▸ **Assignment**: Keep the images out and set the listing below down word for word.

▸ **Data for this task**:

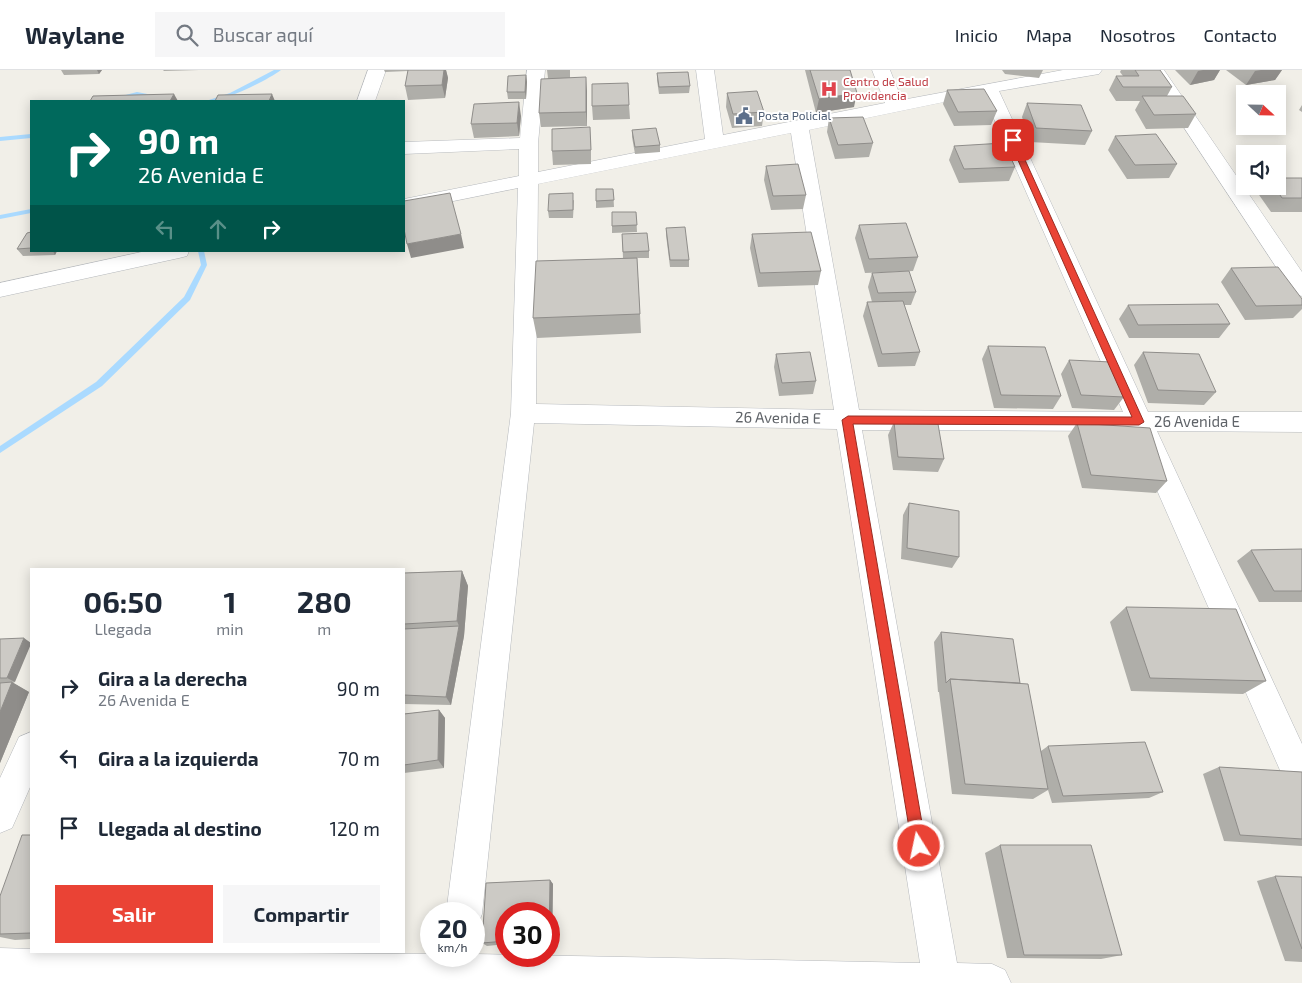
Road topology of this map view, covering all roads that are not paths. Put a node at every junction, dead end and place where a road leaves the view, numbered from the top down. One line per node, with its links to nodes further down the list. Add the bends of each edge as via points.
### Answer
1 (377, 70): 9 (street)
2 (536, 70): 12 (street)
3 (705, 70): 13 (street)
4 (881, 70): 10 (street)
5 (1093, 70): 7 (street)
6 (1156, 70): 18 (street)
7 (1053, 73): 8 (street)
8 (989, 88): 10 (street); 22 (street)
9 (366, 100)
10 (895, 106): 11 (street)
11 (799, 125): 13 (street); 21 (street)
12 (530, 143): 14 (street); 15 (street)
13 (715, 143): 15 (street)
14 (405, 148)
15 (528, 180): 16 (street); 20 (street)
16 (405, 205)
17 (176, 252): 19 (street)
18 (1302, 289)
19 (0, 290)
20 (523, 413): 21 (street, 26 Avenida E); 27 (street)
21 (848, 420): 22 (street, 26 Avenida E); 30 (street)
22 (1139, 422): 23 (street, 26 Avenida E); 25 (street)
23 (1302, 422)
24 (30, 750): 26 (street)
25 (1302, 781)
26 (0, 816)
27 (465, 902)
28 (0, 968): 29 (street)
29 (457, 971): 30 (street)
30 (942, 982): 31 (street)
31 (992, 983)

▸ **Problem solution**:
Road topology of this map view, covering all roads that are not paths. Put a node at every junction, dead end and place where a road leaves the view, numbered from the top down. One line per node, with its links to nodes further down the list. Add the bends of each edge as via points.
### Answer
1 (377, 70): 9 (street)
2 (536, 70): 12 (street)
3 (705, 70): 13 (street)
4 (881, 70): 10 (street)
5 (1093, 70): 7 (street)
6 (1156, 70): 18 (street)
7 (1053, 73): 8 (street)
8 (989, 88): 10 (street); 22 (street)
9 (366, 100)
10 (895, 106): 11 (street)
11 (799, 125): 13 (street); 21 (street)
12 (530, 143): 14 (street); 15 (street)
13 (715, 143): 15 (street)
14 (405, 148)
15 (528, 180): 16 (street); 20 (street)
16 (405, 205)
17 (176, 252): 19 (street)
18 (1302, 289)
19 (0, 290)
20 (523, 413): 21 (street, 26 Avenida E); 27 (street)
21 (848, 420): 22 (street, 26 Avenida E); 30 (street)
22 (1139, 422): 23 (street, 26 Avenida E); 25 (street)
23 (1302, 422)
24 (30, 750): 26 (street)
25 (1302, 781)
26 (0, 816)
27 (465, 902)
28 (0, 968): 29 (street)
29 (457, 971): 30 (street)
30 (942, 982): 31 (street)
31 (992, 983)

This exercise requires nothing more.